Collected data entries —
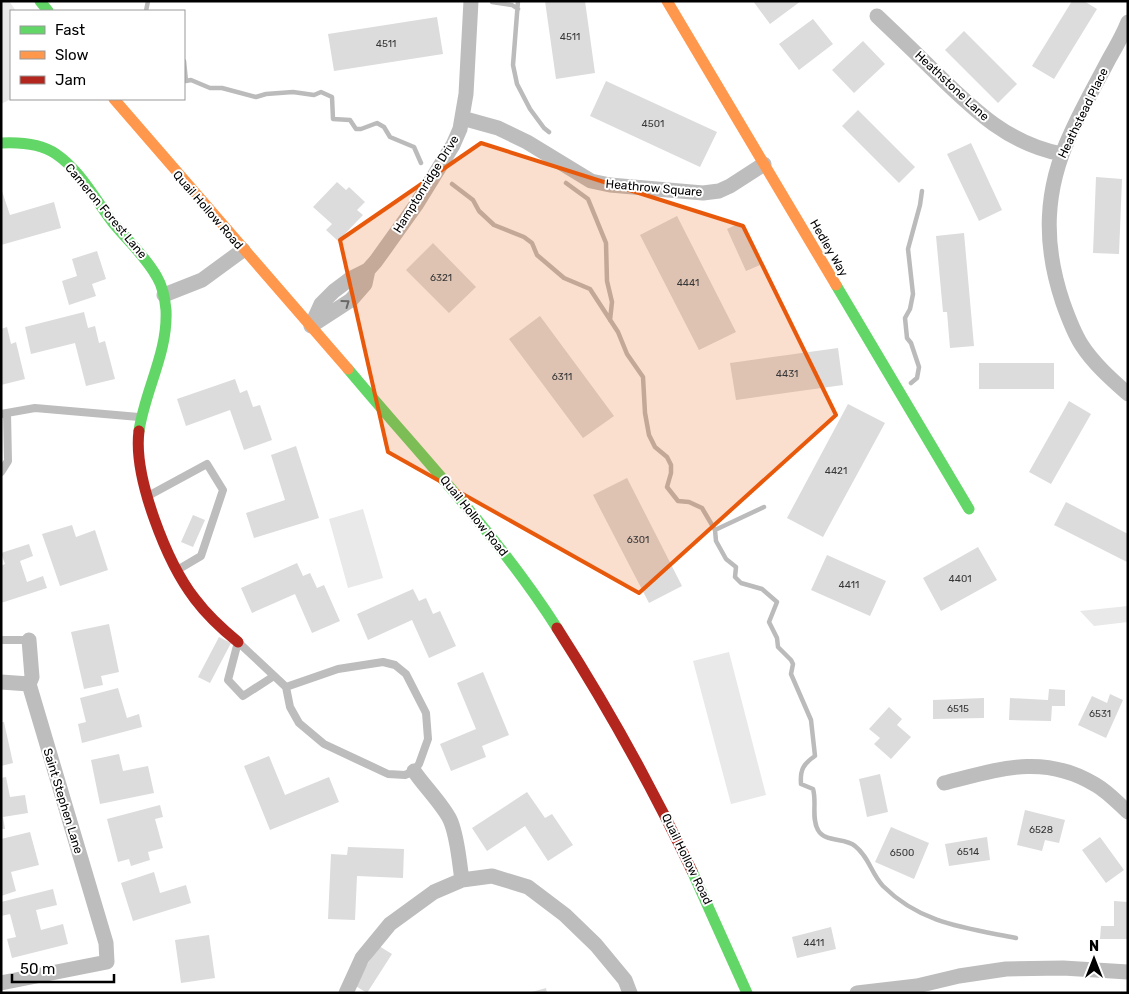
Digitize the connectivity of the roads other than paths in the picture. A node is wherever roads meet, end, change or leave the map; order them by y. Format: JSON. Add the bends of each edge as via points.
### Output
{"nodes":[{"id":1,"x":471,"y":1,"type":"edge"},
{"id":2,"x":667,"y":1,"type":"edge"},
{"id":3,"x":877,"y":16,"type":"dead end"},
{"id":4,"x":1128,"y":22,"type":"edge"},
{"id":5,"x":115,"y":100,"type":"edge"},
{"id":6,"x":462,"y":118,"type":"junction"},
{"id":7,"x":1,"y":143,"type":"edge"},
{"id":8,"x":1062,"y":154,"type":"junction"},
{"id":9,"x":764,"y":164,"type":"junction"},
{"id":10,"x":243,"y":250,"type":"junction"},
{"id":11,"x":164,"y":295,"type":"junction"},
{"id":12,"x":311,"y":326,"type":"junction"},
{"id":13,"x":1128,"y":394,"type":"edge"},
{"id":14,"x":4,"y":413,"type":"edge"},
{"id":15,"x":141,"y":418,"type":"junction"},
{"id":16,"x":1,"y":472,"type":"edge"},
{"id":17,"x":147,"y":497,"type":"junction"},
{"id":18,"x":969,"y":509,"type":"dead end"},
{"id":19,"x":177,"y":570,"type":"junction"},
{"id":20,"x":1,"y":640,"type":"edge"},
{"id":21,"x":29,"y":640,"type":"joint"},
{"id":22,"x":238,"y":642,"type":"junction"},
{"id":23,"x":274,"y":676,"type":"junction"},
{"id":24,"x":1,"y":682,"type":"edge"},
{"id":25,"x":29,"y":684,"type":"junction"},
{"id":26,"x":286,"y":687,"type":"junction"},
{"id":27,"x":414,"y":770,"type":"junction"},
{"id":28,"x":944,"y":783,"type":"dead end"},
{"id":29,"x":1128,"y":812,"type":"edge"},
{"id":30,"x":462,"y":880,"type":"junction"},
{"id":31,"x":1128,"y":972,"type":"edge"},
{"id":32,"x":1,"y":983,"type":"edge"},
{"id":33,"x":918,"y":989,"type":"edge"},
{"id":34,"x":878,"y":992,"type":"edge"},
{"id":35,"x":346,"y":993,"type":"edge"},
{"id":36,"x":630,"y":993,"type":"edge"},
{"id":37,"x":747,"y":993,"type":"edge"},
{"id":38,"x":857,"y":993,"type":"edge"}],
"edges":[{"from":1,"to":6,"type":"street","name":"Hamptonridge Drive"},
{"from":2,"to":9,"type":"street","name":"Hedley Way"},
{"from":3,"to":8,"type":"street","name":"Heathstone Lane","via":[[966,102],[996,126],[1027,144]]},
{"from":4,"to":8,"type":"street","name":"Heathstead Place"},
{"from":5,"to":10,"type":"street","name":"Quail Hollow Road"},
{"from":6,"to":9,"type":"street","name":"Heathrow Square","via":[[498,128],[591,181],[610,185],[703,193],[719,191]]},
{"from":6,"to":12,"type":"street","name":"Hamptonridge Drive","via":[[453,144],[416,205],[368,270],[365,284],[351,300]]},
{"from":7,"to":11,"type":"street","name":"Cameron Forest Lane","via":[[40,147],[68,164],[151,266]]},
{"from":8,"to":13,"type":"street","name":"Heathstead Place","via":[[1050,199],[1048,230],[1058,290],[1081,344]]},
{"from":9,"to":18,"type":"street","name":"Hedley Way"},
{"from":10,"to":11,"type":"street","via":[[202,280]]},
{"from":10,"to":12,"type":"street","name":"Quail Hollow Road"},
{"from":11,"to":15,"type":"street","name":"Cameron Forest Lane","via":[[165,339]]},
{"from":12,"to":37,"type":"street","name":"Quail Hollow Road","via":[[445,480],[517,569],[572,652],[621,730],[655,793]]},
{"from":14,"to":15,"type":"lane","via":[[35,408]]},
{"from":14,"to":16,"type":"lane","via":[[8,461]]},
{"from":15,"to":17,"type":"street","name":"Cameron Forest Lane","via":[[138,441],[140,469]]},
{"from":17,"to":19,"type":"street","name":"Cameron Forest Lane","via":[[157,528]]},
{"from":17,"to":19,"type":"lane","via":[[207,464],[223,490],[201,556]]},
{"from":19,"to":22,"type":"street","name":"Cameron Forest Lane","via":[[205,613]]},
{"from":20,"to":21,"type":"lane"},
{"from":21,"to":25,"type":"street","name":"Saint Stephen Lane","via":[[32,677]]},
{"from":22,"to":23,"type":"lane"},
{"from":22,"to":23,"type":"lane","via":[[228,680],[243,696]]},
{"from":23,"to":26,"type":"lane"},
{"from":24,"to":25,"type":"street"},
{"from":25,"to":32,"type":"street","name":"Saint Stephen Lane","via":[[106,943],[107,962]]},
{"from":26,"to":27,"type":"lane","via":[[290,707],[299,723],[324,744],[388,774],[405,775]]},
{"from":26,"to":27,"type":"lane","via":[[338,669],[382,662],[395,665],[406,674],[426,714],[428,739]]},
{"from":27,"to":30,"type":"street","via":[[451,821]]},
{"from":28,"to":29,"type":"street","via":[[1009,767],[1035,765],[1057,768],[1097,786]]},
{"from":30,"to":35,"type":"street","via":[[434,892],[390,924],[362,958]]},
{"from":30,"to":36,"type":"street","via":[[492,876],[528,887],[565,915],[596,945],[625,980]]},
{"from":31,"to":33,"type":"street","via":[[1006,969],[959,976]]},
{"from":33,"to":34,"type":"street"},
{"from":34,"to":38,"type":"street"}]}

Aim of the exercise — Whenever the word "Hamptonridge" shows up in a line of the entries, list that line.

Written solution —
"edges":[{"from":1,"to":6,"type":"street","name":"Hamptonridge Drive"},
{"from":6,"to":12,"type":"street","name":"Hamptonridge Drive","via":[[453,144],[416,205],[368,270],[365,284],[351,300]]},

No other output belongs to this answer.